My question is this...I am wondering if this is a first pressing? Vs a 2nd pressing or a re-issue.

Here is what it says on the cover & label

Cover side says SP-4205
Label is white with the brown A&M initals with black words of track titles, at the bottom on side 1 it says SP-4205/Stereo (SP-4309, Side 2 says SP-4205/Stereo (SP-4310)

Would this be a first pressing?

I am amazed at how full & rich this LP sounds after all these years, It's weird that I can't find a date at all on the LP, No date on cover or label.
 
That's a '70s re-issue you're describing. In the mid-'70s, A&M changed its label style from the old ochre (mustard) color (like my avatar to the left, to the newer silvery colored label with the circular "A & M" in tan fading from top to bottom (like LPJim uses for his avatar). A first pressing of Ticket To Ride would be a bit of a mis-nomer anyway, since a true first pressing would have been called Offering. By its very nature, Ticket To Ride could be considered a second pressing at best.

Many older albums were re-pressed in the '70s and '80s using the newer style label. You have one of those re-issues. It's not unusual for an old '60's-early '70s album to have no dates on it. That's fairly common. The practice of adding dates to albums came about the same time that they added musician information - sometime around 1972 or 73, I'd guess.

Do me a favor. Hold this album up to a bright light. If it's totally black and you can't see through it, it would be a '70s pressing. If you can see a dark purplish hue through it, then it's an '80s pressing on that higher quality vinyl they were using jsut before CDs came in.

Harry
...on a dreary Tuesday morning, online...
 
I held the lp up to a lightbulb & it is black, can't see through it at all.

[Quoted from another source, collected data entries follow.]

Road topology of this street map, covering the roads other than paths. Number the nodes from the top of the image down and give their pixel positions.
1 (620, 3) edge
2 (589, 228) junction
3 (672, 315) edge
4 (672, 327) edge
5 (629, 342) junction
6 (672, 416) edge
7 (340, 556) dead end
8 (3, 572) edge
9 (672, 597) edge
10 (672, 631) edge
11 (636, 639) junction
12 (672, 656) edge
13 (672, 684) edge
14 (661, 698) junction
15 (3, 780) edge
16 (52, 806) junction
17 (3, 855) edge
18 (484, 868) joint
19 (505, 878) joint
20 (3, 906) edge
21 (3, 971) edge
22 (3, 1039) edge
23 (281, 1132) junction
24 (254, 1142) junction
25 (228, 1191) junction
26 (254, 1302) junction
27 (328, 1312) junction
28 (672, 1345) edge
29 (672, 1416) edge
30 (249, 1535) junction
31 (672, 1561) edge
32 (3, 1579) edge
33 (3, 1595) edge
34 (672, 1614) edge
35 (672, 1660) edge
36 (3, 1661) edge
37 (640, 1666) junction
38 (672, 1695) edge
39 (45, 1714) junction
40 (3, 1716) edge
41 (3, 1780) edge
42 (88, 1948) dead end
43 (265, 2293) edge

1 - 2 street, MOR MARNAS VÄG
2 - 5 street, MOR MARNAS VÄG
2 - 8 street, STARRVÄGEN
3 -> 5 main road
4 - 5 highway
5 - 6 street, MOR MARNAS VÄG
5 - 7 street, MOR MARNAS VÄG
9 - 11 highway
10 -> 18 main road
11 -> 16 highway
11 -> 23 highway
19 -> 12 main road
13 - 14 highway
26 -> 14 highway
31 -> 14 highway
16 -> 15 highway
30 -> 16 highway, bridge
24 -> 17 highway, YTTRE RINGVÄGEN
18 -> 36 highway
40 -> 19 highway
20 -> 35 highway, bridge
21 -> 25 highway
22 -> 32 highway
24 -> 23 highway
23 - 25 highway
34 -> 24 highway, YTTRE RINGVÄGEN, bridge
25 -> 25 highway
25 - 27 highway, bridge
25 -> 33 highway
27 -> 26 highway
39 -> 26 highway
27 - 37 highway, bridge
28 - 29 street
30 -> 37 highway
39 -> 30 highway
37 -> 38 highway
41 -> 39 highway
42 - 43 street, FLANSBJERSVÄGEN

So it must be a 70's pressing.

On the other hand when I got the Lovelines LP, I did the same & I could see through that one sorta like a purpleish color.

Thanks for the explanation on this. I just found it odd that I couldn't find a date anywhere. But I guess this Ticket LP is from the 70's. and not the 80's.
 
Harry said:
Do me a favor. Hold this album up to a bright light. If it's totally black and you can't see through it, it would be a '70s pressing. If you can see a dark purplish hue through it, then it's an '80s pressing on that higher quality vinyl they were using jsut before CDs came in.

I believe the purplish-hued vinyl was Quiex. I don't recall many A&Ms getting that vinyl, other than potentially large sellers. I know Synchronicity (The Police) was Quiex, possibly Kilroy Was Here by Styx...but I think all of the A&M/CTi "Audio Master Plus" reissues were on Quiex in addition to being half-speed mastered. One of Herb's albums (possibly Blow Your Own Horn was on Quiex vinyl as well. Were any Carpenters albums released with the good vinyl?

Supposedly, the premium vinyls like Quiex are purer vinyl (having fewer additives and, hence, lower background noise), and are a bit stiffer (to combat flexing of the grooves after being played, reducing groove wear, and helping it be a little less prone to warpage). I always thought the Quiex records sounded really good...better than the standard vinyl, I've found.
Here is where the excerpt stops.